The circadian clock regulates energy metabolism, with REVERBa emerging as a dominant regulator of lipid metabolism. Here, we generate novel mouse models allowing conditional deletion of REVERBa and antibody-independent ChIP-seq analyses (via Halo-REVERBa) to define REVERBa function in liver and white adipose tissue. Global deletion of REVERBa or mutation of its DNA-binding activity drives profound metabolic dysfunction. In contrast, metabolic and transcriptional dysregulation under conditional REVERBa-deletion in liver or adipose tissues is limited and does not include expected metabolic targets.
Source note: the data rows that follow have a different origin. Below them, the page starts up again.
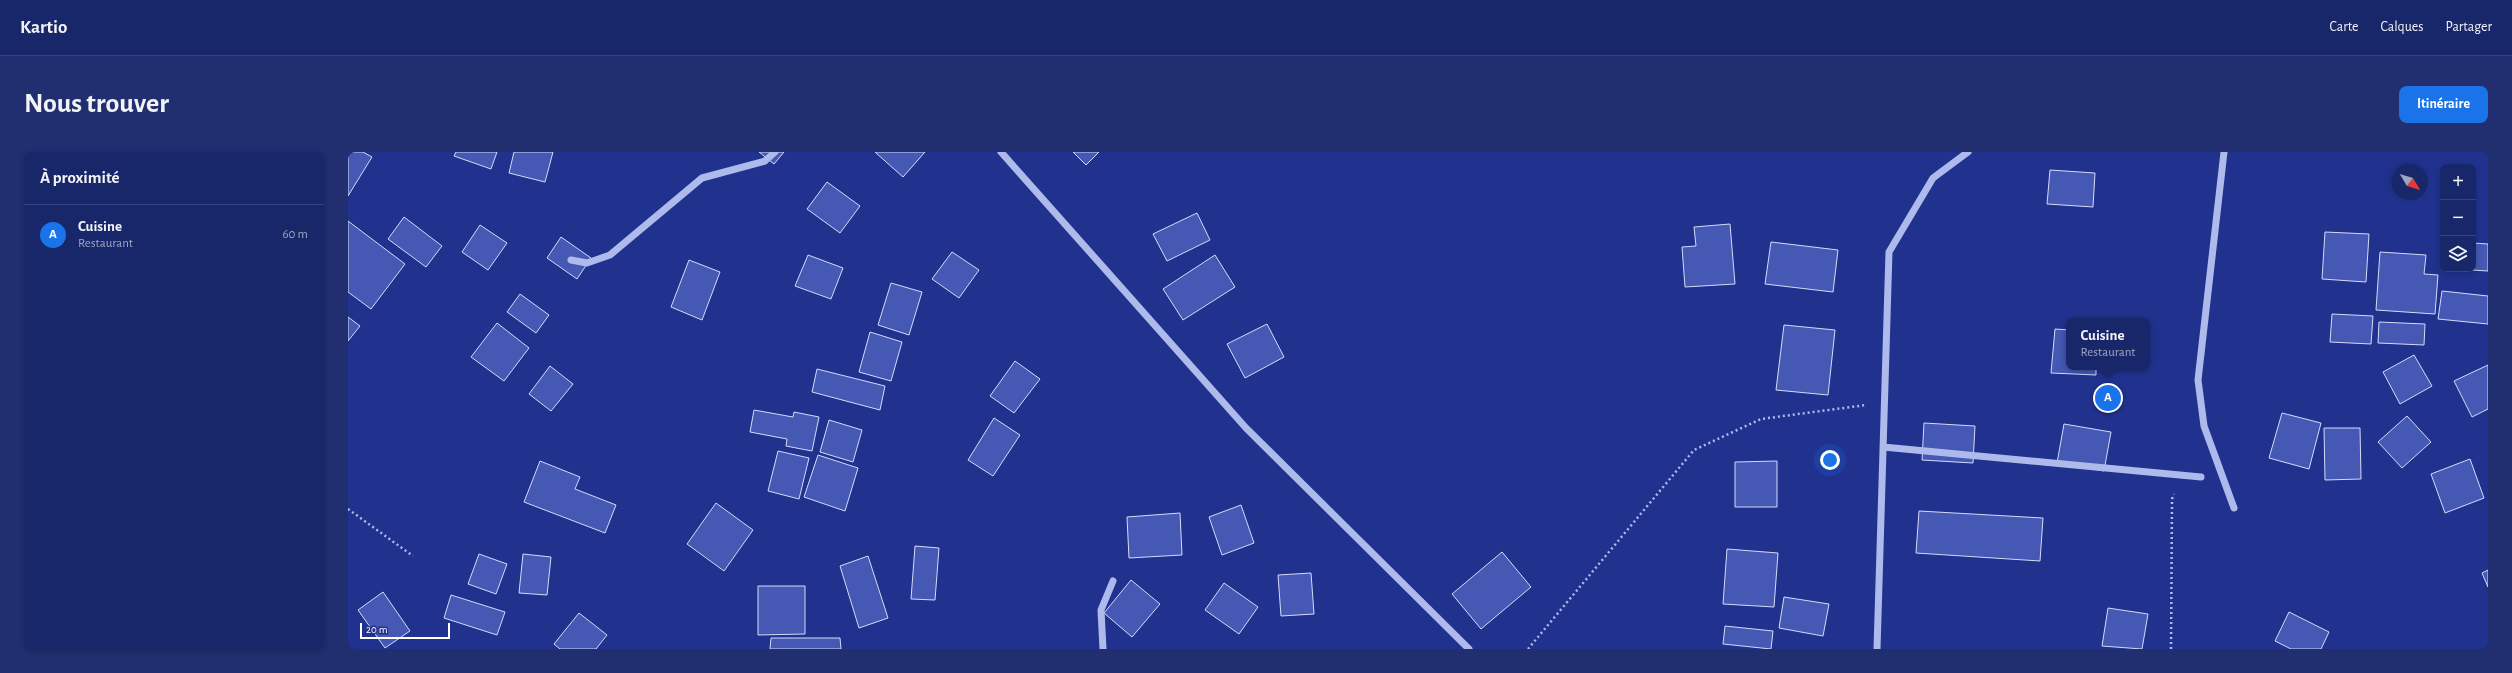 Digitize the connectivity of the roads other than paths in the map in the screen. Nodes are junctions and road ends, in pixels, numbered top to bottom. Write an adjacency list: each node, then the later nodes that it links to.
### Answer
1 (775, 152): 5 (street)
2 (1001, 152): 11 (street)
3 (1968, 152): 6 (street)
4 (2224, 152): 8 (street)
5 (571, 260)
6 (1883, 446): 7 (street); 12 (street)
7 (2201, 477)
8 (2234, 508)
9 (1113, 581): 10 (street)
10 (1103, 649)
11 (1469, 649)
12 (1876, 649)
Intriguingly, under either tissue-selective or global targeting, hepatic genes de-repressed upon loss of REVERBa are significantly enriched around sites of REVERBa chromatin binding. The dominant mode of REVERBa action is transcriptional repression directed by cis-elements proximal to responsive genes, with no evidence for transcription-factor tethering. Together these studies show that transcriptional actions of REVERBa in adipose and liver mitigate system-wide changes in energy flux, rather than orchestrate tissue-autonomous lipogenic tone.